**INFORMATION GIVEN**:
# # #
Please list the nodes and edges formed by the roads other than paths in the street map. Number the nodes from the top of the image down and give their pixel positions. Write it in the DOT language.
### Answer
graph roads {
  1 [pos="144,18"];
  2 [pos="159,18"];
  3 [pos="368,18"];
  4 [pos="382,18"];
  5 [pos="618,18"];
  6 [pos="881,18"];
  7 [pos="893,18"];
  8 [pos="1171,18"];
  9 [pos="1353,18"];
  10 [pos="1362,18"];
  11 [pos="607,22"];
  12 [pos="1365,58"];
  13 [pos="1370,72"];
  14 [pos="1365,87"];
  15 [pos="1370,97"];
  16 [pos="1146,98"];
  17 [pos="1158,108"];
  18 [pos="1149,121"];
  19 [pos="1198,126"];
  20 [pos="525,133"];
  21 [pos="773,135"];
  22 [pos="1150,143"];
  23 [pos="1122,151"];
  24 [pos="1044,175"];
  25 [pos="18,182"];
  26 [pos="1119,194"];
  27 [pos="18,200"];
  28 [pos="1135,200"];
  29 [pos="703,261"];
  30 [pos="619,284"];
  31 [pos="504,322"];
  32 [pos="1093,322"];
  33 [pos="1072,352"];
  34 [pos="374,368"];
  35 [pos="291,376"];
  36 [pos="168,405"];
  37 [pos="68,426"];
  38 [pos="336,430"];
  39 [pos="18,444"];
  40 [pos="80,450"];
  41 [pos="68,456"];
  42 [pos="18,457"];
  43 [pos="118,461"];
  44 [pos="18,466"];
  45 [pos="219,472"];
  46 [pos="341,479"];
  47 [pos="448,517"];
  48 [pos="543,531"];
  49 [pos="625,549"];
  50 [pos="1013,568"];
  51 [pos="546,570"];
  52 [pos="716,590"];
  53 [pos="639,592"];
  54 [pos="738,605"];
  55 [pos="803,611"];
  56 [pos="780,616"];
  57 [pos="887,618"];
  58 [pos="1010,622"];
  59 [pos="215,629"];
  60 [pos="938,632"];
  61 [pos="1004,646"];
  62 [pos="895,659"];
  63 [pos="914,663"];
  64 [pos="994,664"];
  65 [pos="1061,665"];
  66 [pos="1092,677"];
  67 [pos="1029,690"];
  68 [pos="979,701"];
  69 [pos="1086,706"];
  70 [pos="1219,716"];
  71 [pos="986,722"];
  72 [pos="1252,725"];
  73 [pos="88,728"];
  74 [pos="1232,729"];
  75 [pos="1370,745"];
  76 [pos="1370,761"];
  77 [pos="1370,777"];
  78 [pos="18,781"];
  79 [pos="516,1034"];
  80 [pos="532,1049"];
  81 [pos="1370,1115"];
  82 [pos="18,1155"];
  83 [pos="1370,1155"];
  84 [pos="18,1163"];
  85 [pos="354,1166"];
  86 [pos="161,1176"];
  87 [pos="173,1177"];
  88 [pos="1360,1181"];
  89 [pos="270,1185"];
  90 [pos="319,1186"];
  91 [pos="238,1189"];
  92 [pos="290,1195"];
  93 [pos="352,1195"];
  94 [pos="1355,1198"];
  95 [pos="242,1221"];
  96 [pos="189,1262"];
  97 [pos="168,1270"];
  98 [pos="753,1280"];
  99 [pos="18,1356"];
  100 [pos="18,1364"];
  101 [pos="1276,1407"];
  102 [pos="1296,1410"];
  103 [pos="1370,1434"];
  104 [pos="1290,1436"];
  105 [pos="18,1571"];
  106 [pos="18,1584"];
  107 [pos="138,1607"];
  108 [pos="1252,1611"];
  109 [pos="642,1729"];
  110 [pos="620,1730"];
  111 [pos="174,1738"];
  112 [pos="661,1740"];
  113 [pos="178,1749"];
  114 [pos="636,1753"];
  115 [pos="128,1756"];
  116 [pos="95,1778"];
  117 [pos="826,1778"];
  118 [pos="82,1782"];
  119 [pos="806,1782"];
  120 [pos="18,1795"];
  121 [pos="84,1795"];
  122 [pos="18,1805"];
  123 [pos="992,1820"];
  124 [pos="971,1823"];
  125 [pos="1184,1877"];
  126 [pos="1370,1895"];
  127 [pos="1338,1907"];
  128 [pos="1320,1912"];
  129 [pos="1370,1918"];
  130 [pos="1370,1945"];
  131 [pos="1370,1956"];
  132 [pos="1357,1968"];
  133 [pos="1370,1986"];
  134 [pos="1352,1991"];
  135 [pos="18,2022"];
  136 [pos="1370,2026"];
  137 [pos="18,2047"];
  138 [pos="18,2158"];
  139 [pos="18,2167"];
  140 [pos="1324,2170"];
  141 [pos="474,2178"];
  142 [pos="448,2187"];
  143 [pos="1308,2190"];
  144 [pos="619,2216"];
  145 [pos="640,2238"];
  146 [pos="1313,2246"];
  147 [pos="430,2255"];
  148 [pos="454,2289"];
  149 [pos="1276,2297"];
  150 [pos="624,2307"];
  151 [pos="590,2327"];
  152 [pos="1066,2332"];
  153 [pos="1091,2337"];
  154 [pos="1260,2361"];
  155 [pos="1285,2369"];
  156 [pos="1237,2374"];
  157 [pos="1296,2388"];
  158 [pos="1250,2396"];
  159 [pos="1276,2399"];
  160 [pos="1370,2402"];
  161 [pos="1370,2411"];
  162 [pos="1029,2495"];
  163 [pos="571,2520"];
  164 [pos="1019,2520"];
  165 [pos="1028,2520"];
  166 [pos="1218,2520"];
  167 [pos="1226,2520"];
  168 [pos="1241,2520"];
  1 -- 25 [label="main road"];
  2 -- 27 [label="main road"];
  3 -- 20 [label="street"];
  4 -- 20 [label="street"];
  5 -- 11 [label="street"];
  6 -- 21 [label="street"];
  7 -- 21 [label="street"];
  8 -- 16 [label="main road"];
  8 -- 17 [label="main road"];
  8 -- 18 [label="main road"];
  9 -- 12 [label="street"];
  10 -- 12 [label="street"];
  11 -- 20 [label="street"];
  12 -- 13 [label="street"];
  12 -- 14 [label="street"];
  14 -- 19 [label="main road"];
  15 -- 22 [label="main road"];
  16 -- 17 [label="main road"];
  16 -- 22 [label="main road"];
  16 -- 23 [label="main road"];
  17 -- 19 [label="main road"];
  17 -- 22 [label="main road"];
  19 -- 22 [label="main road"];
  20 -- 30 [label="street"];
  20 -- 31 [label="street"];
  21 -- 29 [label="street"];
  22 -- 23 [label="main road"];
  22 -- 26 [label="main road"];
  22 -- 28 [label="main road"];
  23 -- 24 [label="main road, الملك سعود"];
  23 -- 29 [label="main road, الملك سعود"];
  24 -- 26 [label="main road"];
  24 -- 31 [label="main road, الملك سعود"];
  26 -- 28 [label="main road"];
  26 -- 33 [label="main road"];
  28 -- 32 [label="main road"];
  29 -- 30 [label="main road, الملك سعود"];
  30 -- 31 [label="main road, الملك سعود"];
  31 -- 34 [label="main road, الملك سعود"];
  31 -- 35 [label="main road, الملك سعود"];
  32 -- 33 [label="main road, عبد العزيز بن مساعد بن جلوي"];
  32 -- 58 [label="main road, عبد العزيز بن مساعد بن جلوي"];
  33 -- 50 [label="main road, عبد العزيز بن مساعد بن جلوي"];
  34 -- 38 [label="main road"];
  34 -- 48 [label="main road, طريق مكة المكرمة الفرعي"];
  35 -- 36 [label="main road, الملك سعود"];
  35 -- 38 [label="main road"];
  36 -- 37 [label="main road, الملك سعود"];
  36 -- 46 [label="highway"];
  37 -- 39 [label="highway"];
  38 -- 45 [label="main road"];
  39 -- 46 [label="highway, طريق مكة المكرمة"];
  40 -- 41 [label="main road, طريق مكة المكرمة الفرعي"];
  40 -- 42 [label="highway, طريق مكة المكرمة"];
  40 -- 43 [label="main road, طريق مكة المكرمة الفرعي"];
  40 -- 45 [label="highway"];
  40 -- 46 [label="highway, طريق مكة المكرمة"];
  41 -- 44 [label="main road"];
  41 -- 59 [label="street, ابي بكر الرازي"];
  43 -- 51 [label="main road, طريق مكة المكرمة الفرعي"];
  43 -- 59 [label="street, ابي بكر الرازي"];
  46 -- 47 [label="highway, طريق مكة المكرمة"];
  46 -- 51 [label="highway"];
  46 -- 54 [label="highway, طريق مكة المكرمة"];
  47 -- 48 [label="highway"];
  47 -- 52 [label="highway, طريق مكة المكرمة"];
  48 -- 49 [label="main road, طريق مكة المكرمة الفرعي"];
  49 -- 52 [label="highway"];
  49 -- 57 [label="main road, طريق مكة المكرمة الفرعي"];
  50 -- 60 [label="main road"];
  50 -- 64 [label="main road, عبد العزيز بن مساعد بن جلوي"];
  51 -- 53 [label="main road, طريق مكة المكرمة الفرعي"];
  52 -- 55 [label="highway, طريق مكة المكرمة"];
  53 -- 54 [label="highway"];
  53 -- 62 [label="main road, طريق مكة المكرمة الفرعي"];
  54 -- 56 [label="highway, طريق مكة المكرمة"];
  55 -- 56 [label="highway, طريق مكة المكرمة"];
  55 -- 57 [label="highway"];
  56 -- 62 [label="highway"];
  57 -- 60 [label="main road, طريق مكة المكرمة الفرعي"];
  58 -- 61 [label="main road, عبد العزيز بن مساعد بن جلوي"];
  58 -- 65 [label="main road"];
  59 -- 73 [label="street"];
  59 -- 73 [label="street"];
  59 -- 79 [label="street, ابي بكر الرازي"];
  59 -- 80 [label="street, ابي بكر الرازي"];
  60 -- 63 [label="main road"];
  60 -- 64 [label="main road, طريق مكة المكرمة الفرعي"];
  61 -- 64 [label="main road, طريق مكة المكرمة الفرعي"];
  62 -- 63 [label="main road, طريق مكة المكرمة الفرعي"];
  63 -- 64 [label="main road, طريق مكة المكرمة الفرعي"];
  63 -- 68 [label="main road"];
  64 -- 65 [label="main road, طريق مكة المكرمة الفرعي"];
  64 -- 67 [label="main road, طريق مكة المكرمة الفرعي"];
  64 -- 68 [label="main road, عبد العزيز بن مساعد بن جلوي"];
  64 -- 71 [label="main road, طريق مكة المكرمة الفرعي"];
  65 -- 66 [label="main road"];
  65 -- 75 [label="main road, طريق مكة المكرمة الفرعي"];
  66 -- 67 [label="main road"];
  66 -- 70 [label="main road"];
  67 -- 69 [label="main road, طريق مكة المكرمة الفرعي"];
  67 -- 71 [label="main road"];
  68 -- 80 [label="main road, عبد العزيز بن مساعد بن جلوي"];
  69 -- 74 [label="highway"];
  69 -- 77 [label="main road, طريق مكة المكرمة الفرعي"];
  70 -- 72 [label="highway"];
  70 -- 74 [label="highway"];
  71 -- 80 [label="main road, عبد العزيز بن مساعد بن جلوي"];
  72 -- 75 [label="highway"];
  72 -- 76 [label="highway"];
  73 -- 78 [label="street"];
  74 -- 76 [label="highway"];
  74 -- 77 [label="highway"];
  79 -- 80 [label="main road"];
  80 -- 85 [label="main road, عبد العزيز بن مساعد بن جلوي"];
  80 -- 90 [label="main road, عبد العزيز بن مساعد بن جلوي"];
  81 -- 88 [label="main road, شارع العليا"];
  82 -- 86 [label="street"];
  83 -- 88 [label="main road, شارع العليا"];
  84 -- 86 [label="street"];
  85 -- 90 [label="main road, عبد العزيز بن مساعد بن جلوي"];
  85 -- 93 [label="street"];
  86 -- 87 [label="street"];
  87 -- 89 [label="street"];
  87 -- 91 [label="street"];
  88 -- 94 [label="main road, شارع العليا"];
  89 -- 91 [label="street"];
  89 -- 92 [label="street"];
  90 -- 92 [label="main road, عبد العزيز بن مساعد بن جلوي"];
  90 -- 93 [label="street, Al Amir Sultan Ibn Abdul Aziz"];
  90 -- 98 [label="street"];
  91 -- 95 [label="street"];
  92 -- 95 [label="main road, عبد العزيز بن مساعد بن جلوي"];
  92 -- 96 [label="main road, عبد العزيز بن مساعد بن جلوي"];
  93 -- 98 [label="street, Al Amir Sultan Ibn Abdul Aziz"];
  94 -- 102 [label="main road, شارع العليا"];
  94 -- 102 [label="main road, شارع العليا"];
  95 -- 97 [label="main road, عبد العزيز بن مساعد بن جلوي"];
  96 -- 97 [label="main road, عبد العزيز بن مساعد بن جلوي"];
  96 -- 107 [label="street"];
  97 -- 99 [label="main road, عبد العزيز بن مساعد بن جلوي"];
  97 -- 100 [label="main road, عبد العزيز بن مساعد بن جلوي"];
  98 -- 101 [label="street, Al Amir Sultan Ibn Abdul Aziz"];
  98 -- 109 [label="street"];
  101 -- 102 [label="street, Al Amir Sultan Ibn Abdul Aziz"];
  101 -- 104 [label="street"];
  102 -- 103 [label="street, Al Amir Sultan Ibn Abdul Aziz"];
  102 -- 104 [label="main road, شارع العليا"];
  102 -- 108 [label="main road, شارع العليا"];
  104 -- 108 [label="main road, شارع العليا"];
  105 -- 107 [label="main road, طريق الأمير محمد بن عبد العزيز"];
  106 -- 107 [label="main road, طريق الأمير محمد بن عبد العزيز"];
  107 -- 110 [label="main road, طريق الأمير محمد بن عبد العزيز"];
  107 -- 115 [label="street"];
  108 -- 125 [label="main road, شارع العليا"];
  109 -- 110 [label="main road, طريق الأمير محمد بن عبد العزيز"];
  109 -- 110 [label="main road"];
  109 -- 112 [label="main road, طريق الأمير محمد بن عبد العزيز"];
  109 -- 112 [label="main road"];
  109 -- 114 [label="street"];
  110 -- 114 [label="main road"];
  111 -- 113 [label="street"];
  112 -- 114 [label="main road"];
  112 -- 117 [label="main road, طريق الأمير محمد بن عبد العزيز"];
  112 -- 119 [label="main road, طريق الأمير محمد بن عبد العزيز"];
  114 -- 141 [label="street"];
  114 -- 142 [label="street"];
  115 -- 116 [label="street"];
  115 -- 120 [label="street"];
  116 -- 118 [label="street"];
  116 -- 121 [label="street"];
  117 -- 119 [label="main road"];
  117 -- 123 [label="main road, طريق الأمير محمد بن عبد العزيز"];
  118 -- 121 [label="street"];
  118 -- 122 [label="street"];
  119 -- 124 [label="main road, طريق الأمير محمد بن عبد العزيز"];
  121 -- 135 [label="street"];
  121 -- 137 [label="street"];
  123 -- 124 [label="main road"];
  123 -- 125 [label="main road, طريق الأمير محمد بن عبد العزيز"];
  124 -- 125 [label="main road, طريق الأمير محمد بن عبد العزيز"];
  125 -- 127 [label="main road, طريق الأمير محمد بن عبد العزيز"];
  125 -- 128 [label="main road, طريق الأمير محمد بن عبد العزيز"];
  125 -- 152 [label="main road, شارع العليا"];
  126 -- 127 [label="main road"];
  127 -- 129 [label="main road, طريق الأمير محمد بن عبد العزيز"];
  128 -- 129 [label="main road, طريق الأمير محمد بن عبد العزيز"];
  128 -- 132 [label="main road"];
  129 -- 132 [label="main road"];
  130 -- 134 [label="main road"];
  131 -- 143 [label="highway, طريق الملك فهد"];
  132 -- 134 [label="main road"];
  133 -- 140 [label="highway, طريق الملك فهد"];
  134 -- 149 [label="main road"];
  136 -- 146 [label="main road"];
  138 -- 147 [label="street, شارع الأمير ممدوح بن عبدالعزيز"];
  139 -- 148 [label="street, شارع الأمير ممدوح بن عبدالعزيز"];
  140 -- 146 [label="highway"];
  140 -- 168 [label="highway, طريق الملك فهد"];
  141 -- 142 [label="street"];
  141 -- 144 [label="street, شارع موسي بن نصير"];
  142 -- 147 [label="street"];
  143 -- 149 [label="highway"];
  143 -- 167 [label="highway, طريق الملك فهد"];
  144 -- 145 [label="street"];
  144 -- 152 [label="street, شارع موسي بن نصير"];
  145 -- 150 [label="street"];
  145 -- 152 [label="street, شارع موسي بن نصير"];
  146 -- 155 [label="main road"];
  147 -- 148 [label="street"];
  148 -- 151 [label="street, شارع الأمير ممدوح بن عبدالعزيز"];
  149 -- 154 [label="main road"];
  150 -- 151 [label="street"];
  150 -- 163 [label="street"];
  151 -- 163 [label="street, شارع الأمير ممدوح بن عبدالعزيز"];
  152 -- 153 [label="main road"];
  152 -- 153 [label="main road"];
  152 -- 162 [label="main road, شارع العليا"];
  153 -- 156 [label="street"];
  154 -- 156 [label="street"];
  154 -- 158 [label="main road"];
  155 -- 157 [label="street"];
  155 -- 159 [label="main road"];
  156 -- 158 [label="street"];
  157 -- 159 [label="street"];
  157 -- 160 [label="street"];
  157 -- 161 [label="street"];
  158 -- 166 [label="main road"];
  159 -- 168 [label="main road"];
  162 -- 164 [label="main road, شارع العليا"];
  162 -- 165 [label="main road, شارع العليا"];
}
# # #
**TASK REQUIREMENTS**: Only lines holding "سعود" are wanted; copy all of them from the listing.

**FINISHED EXERCISE**:
  23 -- 24 [label="main road, الملك سعود"];
  23 -- 29 [label="main road, الملك سعود"];
  24 -- 31 [label="main road, الملك سعود"];
  29 -- 30 [label="main road, الملك سعود"];
  30 -- 31 [label="main road, الملك سعود"];
  31 -- 34 [label="main road, الملك سعود"];
  31 -- 35 [label="main road, الملك سعود"];
  35 -- 36 [label="main road, الملك سعود"];
  36 -- 37 [label="main road, الملك سعود"];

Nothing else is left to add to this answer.